Posted by: maise | Jan 23, 2006 10:03:35 PM

Shouldn't the Cranky Old Man Who Used To Be A Rocker In His Youth But Let The Opportunity Pass Him By and is now the Afore-Mentioned Old Man With The Heart Condition That Will Train Me make his appearance right after the end of the first act? When I think it's going to be NO PROBLEM AT ALL to land the Nine Inch Nails opening slot and fuck up doing an overzealous cover of "Terrible Lie" that's so awful Reznor's management walks out? And this is of course when Meathead and his minions and I first meet face to face?

And it's then that my mentor approaches from the darkness, showing me the One True Way to angst?

Posted by: Gabriel | Jan 23, 2006 10:09:46 PM

Yeah, I think you're right about that.

Meathead will say, "Opening for Nine Inch Nails is something you can never have...punk." And all his minions will say "OOOOOOH" in unison. And even though your Girl Friend Who's Not Your Girlfriend...Yet will stick up for you, telling Meathead and his gang that they'll "get what they deserve," Meathead will step on your foot with his tap shoes. That's probably your low point right there.

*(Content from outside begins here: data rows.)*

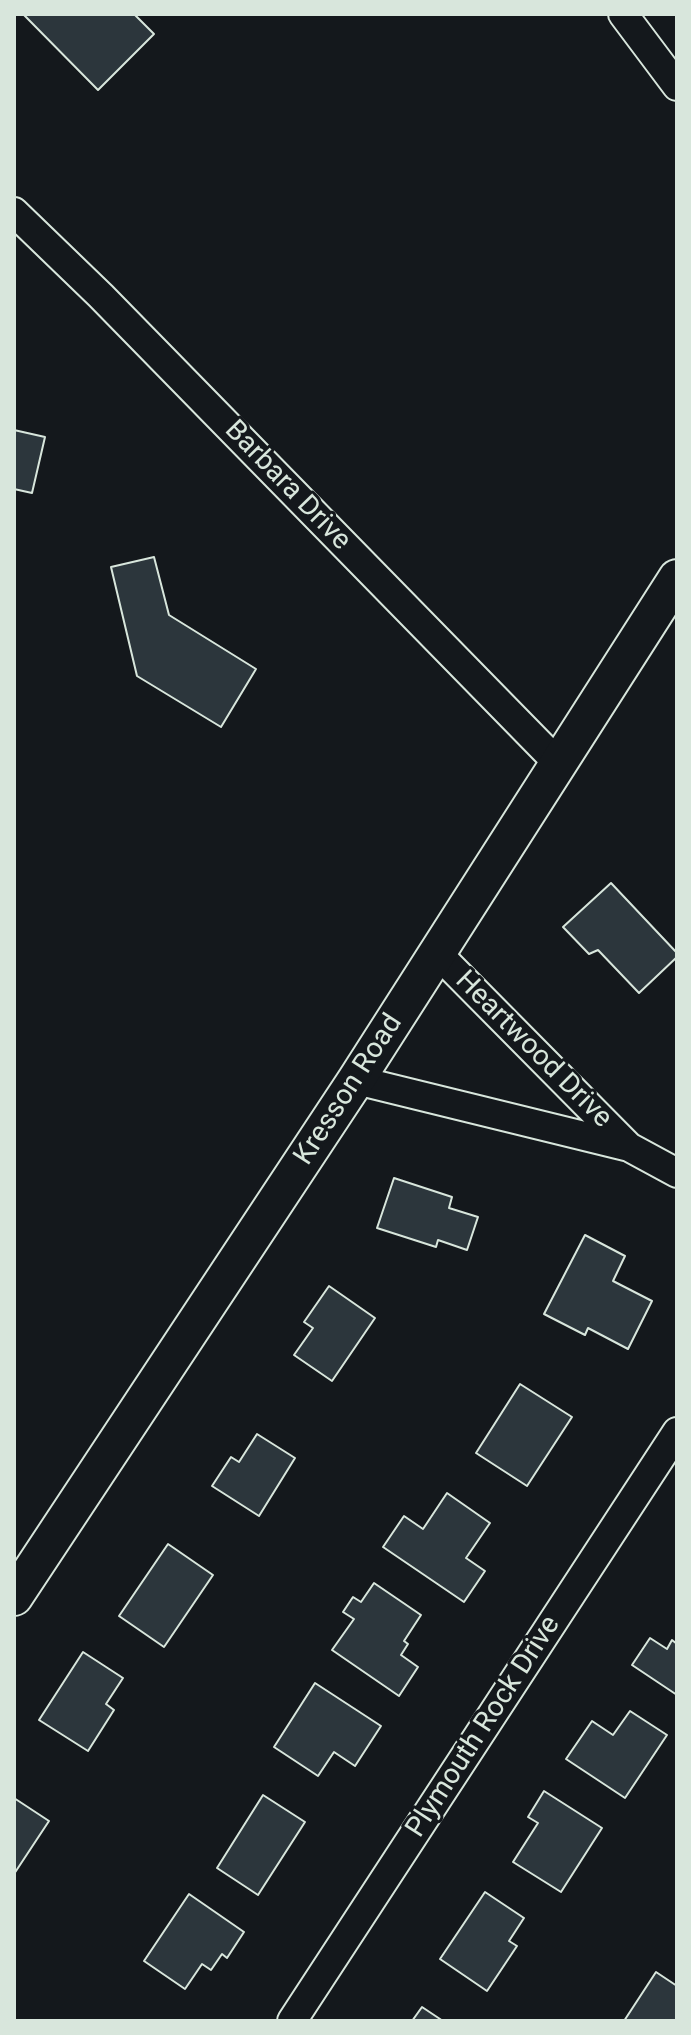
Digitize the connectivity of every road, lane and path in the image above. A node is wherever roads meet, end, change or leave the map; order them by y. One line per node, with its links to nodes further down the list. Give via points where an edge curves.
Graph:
1 (623, 14): 2 (street)
2 (677, 86)
3 (14, 212): 5 (street, Barbara Drive)
4 (677, 578): 5 (street, Kresson Road)
5 (557, 762): 6 (street, Kresson Road)
6 (437, 953): 7 (street, Kresson Road); 8 (street, Heartwood Drive)
7 (356, 1080): 8 (street, Heartwood Drive); 11 (street, Kresson Road)
8 (629, 1147): 9 (street, Heartwood Drive)
9 (677, 1173)
10 (677, 1432): 12 (street, Plymouth Rock Drive)
11 (14, 1597)
12 (292, 2021)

That's where your guru should come in, pounding his chest and saying, "Dammit, it's not about your pansy eyeliner and nail polish...the pain comes from in here! [cough, cough]"

Posted by: maise | Jan 23, 2006 10:26:23 PM

Man, it's gonna be so sad when my mentor -- played by Peter Boyle -- falls down with a heart attack in the middle of my rehearsal of piano-based "Ringfinger". And it's gonna be even SADDER when there's the montage of me walking through the rain, remember all that he taught me, set to to a lone piano plunking out "that's what i get".

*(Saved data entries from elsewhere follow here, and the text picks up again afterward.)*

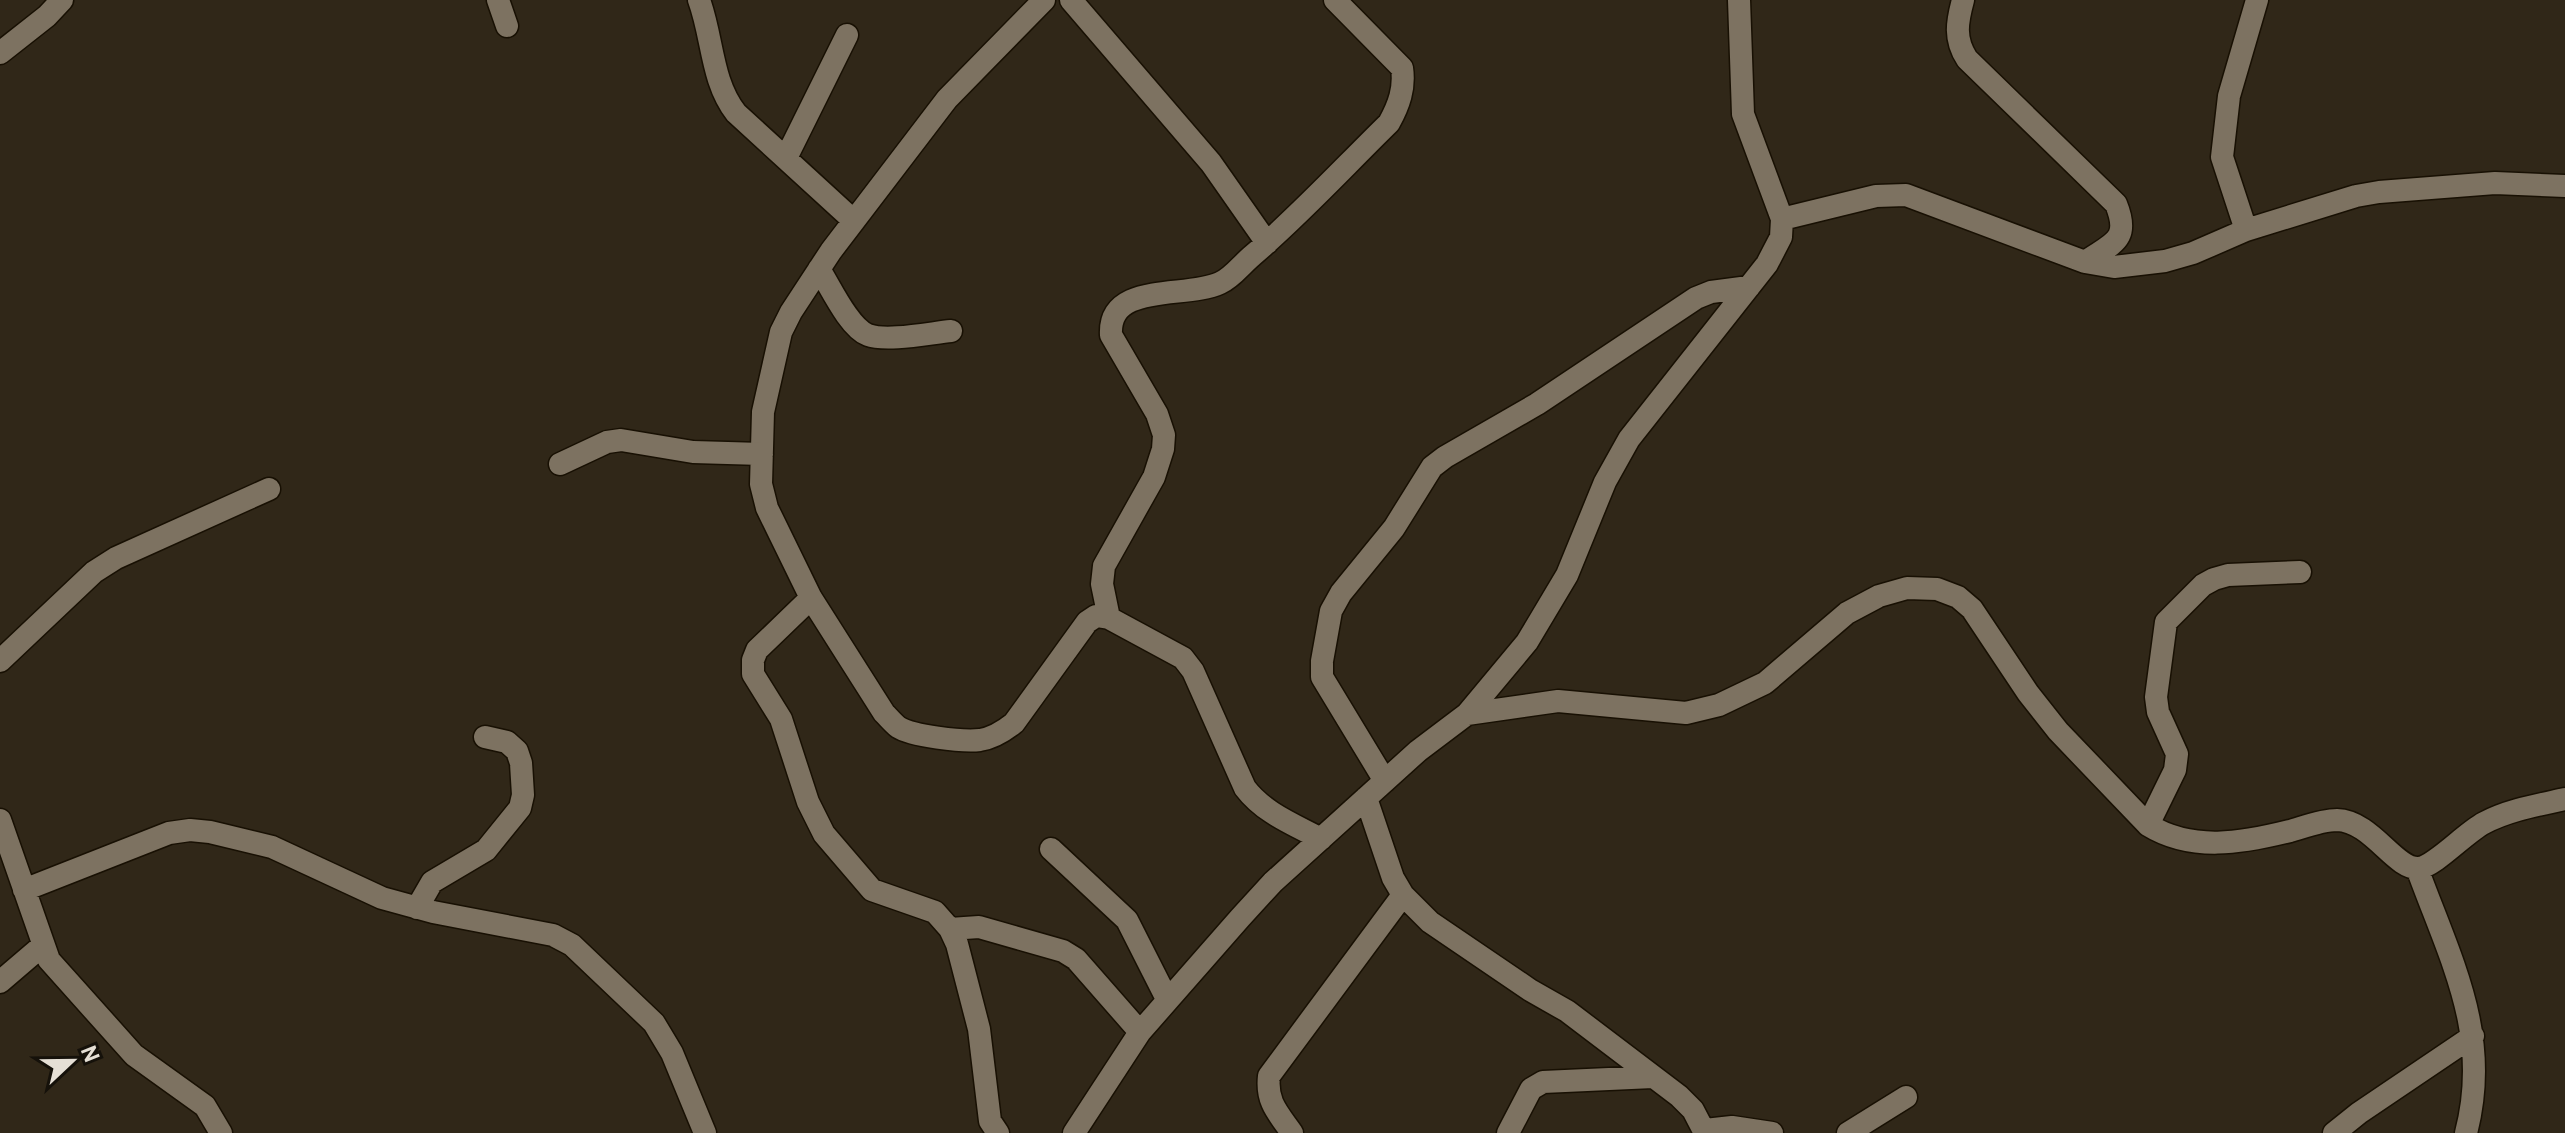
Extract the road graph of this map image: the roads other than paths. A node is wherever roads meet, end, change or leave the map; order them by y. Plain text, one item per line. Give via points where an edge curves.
1 (62, 0) edge
2 (498, 0) edge
3 (699, 0) edge
4 (1044, 0) edge
5 (1071, 0) edge
6 (1335, 0) edge
7 (1739, 0) edge
8 (1963, 0) edge
9 (2257, 0) edge
10 (507, 26) dead end
11 (847, 35) dead end
12 (0, 53) edge
13 (786, 158) junction
14 (2565, 186) edge
15 (1782, 219) junction
16 (854, 221) junction
17 (2246, 230) junction
18 (1267, 243) junction
19 (2085, 262) junction
20 (819, 269) junction
21 (1749, 287) junction
22 (951, 331) dead end
23 (762, 454) junction
24 (560, 464) dead end
25 (269, 489) dead end
26 (2300, 572) dead end
27 (811, 598) junction
28 (1109, 618) junction
29 (0, 661) edge
30 (1467, 714) junction
31 (485, 737) dead end
32 (1385, 781) junction
33 (1366, 798) junction
34 (2565, 799) edge
35 (0, 820) edge
36 (2148, 825) junction
37 (1321, 839) junction
38 (1051, 849) dead end
39 (2417, 868) junction
40 (24, 890) junction
41 (1403, 895) junction
42 (417, 908) junction
43 (950, 929) junction
44 (42, 946) junction
45 (0, 982) edge
46 (1167, 999) junction
47 (1140, 1032) junction
48 (2473, 1036) junction
49 (1653, 1077) junction
50 (1906, 1097) dead end
51 (1705, 1132) edge
52 (221, 1133) edge
53 (705, 1133) edge
54 (998, 1133) edge
55 (1074, 1133) edge
56 (1292, 1133) edge
57 (1508, 1133) edge
58 (1772, 1133) edge
59 (1848, 1133) edge
60 (2334, 1133) edge
61 (2466, 1133) edge

1 - 12 street
2 - 10 street
3 - 13 street via 726,100
4 - 16 street via 960,83
5 - 18 street via 1211,163
6 - 18 street via 1402,68 1399,105 1389,123
7 - 15 street via 1743,114
8 - 19 street via 1957,35 1967,59 2116,204 2123,231
9 - 17 street via 2229,96 2222,157
11 - 13 street
13 - 16 street
14 - 17 street via 2495,183 2379,192
15 - 19 street via 1876,196 1906,195
15 - 21 street via 1781,237
16 - 20 street
17 - 19 street via 2165,261 2114,267
18 - 28 street via 1224,281 1209,288 1136,297 1118,307 1110,321 1111,335 1164,435 1154,477 1104,566
20 - 22 street via 853,324 866,334
20 - 23 street via 781,332 763,412
21 - 30 street via 1629,439 1543,618
21 - 32 street via 1696,298 1432,467 1394,528 1341,593 1331,611 1322,661 1330,693
23 - 24 street via 693,452 621,440
23 - 27 street via 767,508
25 - 29 street via 94,572
26 - 36 street via 2214,579 2166,622 2156,697 2177,754 2175,770
27 - 28 street via 897,726 956,739 981,740 1014,723 1087,622 1096,616
27 - 43 street via 757,650 753,674 781,719 824,834 872,890 935,912
28 - 37 street via 1183,658 1251,795 1271,813
30 - 32 street
30 - 36 street via 1558,701 1686,713 1719,705 1765,683 1847,613 1907,588 1937,589 1972,609 2058,731
31 - 42 street via 507,742 517,751 520,808 486,850 432,882
32 - 33 street
33 - 37 street
33 - 41 street
34 - 39 street via 2485,823 2432,864
35 - 40 street
36 - 39 street via 2185,841 2223,842 2336,820 2356,824 2406,865
37 - 46 street via 1273,882
38 - 46 street via 1127,920
39 - 48 street via 2463,993
40 - 42 street via 169,833 190,830 272,847 355,887
40 - 44 street
41 - 49 street via 1430,922 1567,1011
41 - 56 street via 1269,1076 1272,1106
42 - 53 street via 553,935 572,945 654,1023
43 - 47 street via 979,927 1063,951
43 - 54 street via 979,1029 990,1121
44 - 45 street
44 - 52 street via 134,1055 205,1106
46 - 47 street
47 - 55 street
48 - 60 street
48 - 61 street via 2474,1078
49 - 51 street via 1693,1110
49 - 57 street via 1543,1082 1531,1089
50 - 59 street
51 - 58 street via 1732,1127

In fact, I'm crying already.

Posted by: Gabriel | Jan 24, 2006 12:55:00 AM

Um, yeah. Anyway...

I'm extremely fucking happy that Saul Williams is opening my show.

The is all.

Posted by: Kim | Jan 24, 2006 4:17:06 AM

That* even.

Too distracted by stuffing more gum in my mouth. What is it with me and bubble gum?

Posted by: Kim | Jan 24, 2006 4:18:30 AM

It will be just as heartrending when your father shouts at you as you storm out the door into the rainy night: "Go ahead...waste your life...on DREAMS!"